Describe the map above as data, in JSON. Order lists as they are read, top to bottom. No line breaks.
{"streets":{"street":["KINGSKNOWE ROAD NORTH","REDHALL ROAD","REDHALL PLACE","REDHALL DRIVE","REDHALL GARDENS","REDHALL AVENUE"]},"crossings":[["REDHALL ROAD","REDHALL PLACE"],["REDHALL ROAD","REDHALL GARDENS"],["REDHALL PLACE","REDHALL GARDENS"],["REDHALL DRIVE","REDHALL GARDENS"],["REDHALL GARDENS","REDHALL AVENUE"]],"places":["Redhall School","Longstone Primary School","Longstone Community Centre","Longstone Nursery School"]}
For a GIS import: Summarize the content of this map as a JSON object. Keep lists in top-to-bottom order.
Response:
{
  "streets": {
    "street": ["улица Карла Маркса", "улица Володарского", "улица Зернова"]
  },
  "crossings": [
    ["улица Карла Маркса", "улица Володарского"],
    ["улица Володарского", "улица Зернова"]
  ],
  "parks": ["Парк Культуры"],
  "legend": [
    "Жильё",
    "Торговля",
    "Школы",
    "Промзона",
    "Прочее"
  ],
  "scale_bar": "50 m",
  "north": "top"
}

Problem statement: Exactly the lines from the one with "For a GIS import: Summarize" through the final line of the entries are to be returned, both ends included.

Your response:
For a GIS import: Summarize the content of this map as a JSON object. Keep lists in top-to-bottom order.
Response:
{
  "streets": {
    "street": ["улица Карла Маркса", "улица Володарского", "улица Зернова"]
  },
  "crossings": [
    ["улица Карла Маркса", "улица Володарского"],
    ["улица Володарского", "улица Зернова"]
  ],
  "parks": ["Парк Культуры"],
  "legend": [
    "Жильё",
    "Торговля",
    "Школы",
    "Промзона",
    "Прочее"
  ],
  "scale_bar": "50 m",
  "north": "top"
}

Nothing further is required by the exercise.